Entstehung des Berufsbilds
Die Anthroposophische Kunsttherapie wurde aus Impulsen entwickelt, die Rudolf Steiner mit seiner anthroposophischen Menschenkunde am Umbruch des 19. ins 20. Jahrhundert für die Pädagogik, Heilpädagogik, Medizin und die Künste gab.
In seinem Vortragswerk beschrieb Steiner differenziert die im Menschen und in den verschiedenen Künsten wirksamen Gesetzmäßigkeiten. Auf dieser Basis konnten zunächst künstlerische Übungen zur Förderung des gesunden Wechselspiels von Leib, Seele und Geist eingesetzt werden.
Erste klinische Anwendung fanden künstlerische Mittel und Prozesse der Malerei und Plastik ab 1921 im Klinisch-Therapeutischen Institut, Arlesheim, Schweiz, unter Anleitung von Dr. Ita Wegman. Ab 1927 entwickelte Dr. Margarethe Stavenhagen-Hauschka diesen Ansatz weiter. Später erschlossen Pioniere wie Dora Gutbrod und Christa Slezac- Schindler von Rudolf Steiner um 1919 gegebene Sprechübungen für die Therapie mit gestalteter Sprache.
Erste therapeutische Einsätze der Musik erfolgten in der Heilpädagogik: 1926 veröffentlichte Edmund Pracht über Entwicklung und Einsatz der Leier, 1927 Dr. Julia Bort über die Musik in der Heilpädagogischen Praxis. In Zusammenarbeit mit Ärzten entwickelte Maria Schüppel ihren anthroposophischen Ansatz zur Musiktherapie in Heilpädagogik, Psychiatrie und in der Inneren Medizin.
Den ersten Ansatz zu einer Beschreibung des Berufsbilds machte 1978 das Ehepaar Pütz unter der Prägung des Begriffs "Kunsttherapie". Sie beschrieben den Bildenden Künstler, der aufgrund seiner Meisterlehre in der Lage ist, mit der Kunst in pädagogischen, sozialtherapeutischen und klinischen Feldern harmonisierend und gesundheitsfördernd tätig zu werden.
1996 wurden erstmalig alle kunstspezifischen Fachbereiche in einem interdisziplinären Berufsbild zusammengefasst und als Berufsbild des Anthroposophischen Kunsttherapeuten der Fachbereiche Malerei, Musik, Plastik und Sprachgestaltung von der Mitgliederversammlung des BVAKT verabschiedet.

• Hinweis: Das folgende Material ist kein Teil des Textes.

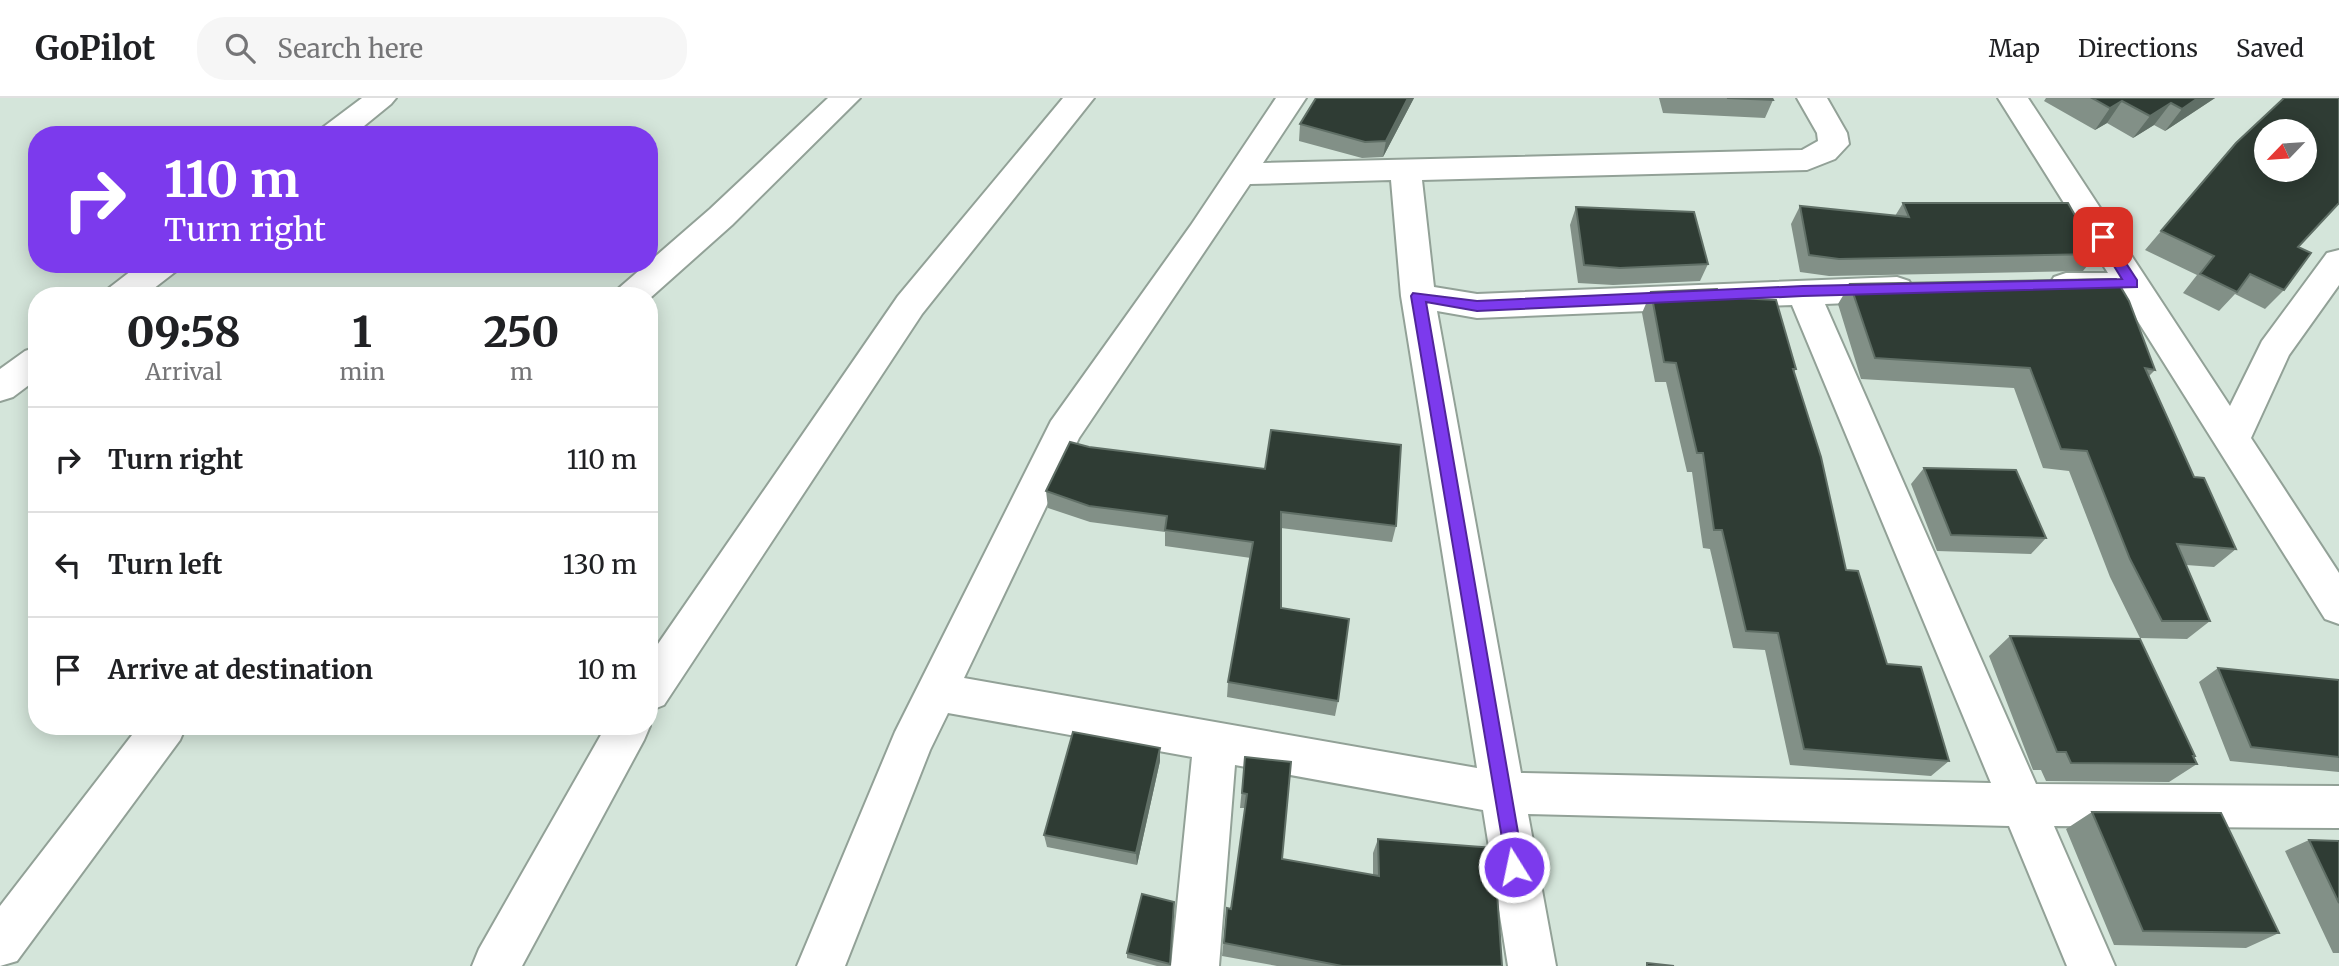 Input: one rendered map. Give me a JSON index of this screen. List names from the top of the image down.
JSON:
{
  "north": "bottom left",
  "page": {
    "header": "GoPilot",
    "search": "Search here",
    "nav": ["Map", "Directions", "Saved"],
    "turn": ["110 m", "Turn right"],
    "eta": [
      "09:58",
      "Arrival",
      "1",
      "min",
      "250",
      "m"
    ],
    "list": [
      {
        "name": "Turn right",
        "value": "110 m"
      },
      {
        "name": "Turn left",
        "value": "130 m"
      },
      {
        "name": "Arrive at destination",
        "value": "10 m"
      }
    ]
  }
} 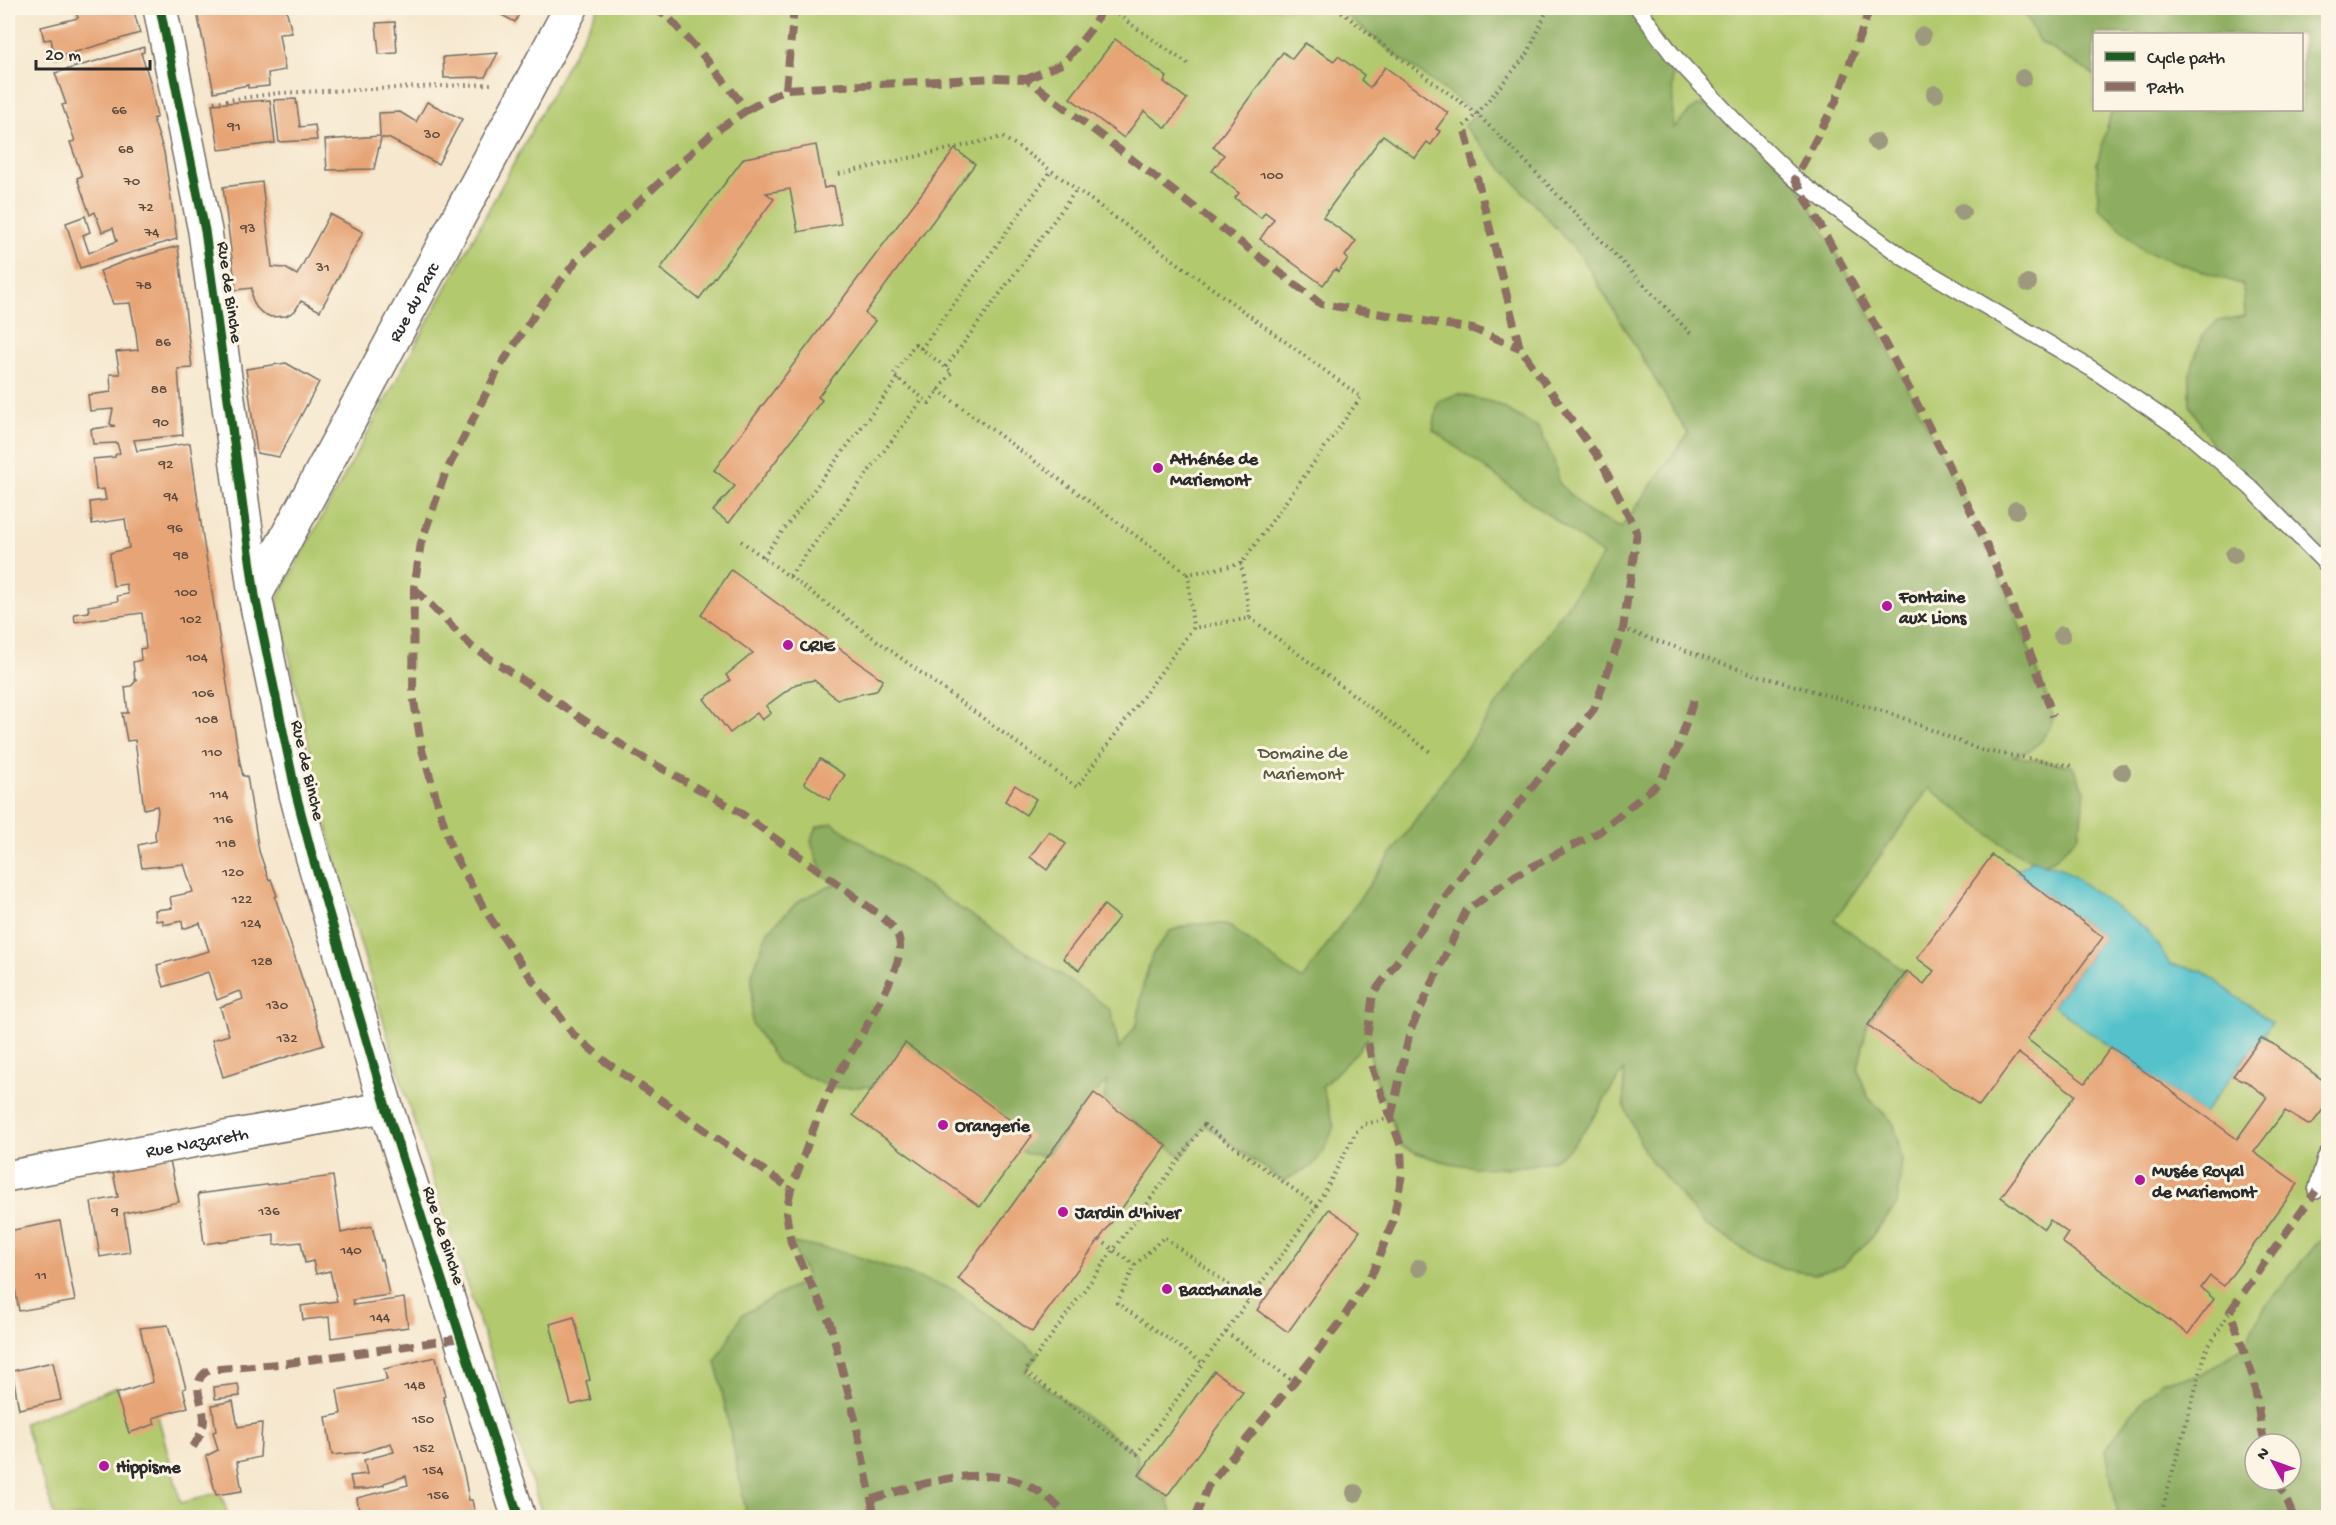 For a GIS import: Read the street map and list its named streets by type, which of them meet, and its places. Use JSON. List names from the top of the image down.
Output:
{
  "streets": {
    "street": ["Rue de Binche", "Rue du Parc", "Rue Nazareth"]
  },
  "crossings": [
    ["Rue de Binche", "Rue du Parc"],
    ["Rue de Binche", "Rue Nazareth"]
  ],
  "parks": ["Domaine de Mariemont"],
  "places": [
    "Athénée de Mariemont",
    "Fontaine aux Lions",
    "CRIE",
    "Orangerie",
    "Musée Royal de Mariemont",
    "Jardin d'hiver",
    "Bacchanale",
    "Hippisme"
  ],
  "house_numbers": [
    "66",
    "91",
    "30",
    "68",
    "100",
    "70",
    "72",
    "93",
    "74",
    "31",
    "78",
    "86",
    "88",
    "90",
    "92",
    "94",
    "96",
    "98",
    "100",
    "102",
    "104",
    "106",
    "108",
    "110",
    "114",
    "116",
    "118",
    "120",
    "122",
    "124",
    "128",
    "130",
    "132",
    "9",
    "136",
    "140",
    "11",
    "144",
    "148",
    "150",
    "152",
    "154",
    "156"
  ],
  "legend": ["Cycle path", "Path"],
  "scale_bar": "20 m",
  "north": "top left"
}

Basis hierfür bildete die gemeinsame Grundlagenausbildung in anthroposophischer Menschenkunde, Medizin und Pathologie sowie der menschenkundlich fundierte therapeutisch gezielte Einsatz der künstlerischen Mittel und Prozesse.
2004 wurde vom Schweizer Verband für Anthroposophische Kunsttherapie e.V. (SVAKT) und dem deutschen Berufsverband für Anthroposophische Kunsttherapie e.V. (BVAKT) eine Aktualisierung des Berufsbilds erarbeitet. In den Prozess der Beschreibung und Abstimmung waren einbezogen: die Medizinische Sektion, die Sektion für Sozialwissenschaft, die Sektion für Redende und Musizierende Künste sowie die Sektion für Bildende Kunst an der Freien Hochschule für Geisteswissenschaft am Goetheanum in Dornach, Schweiz.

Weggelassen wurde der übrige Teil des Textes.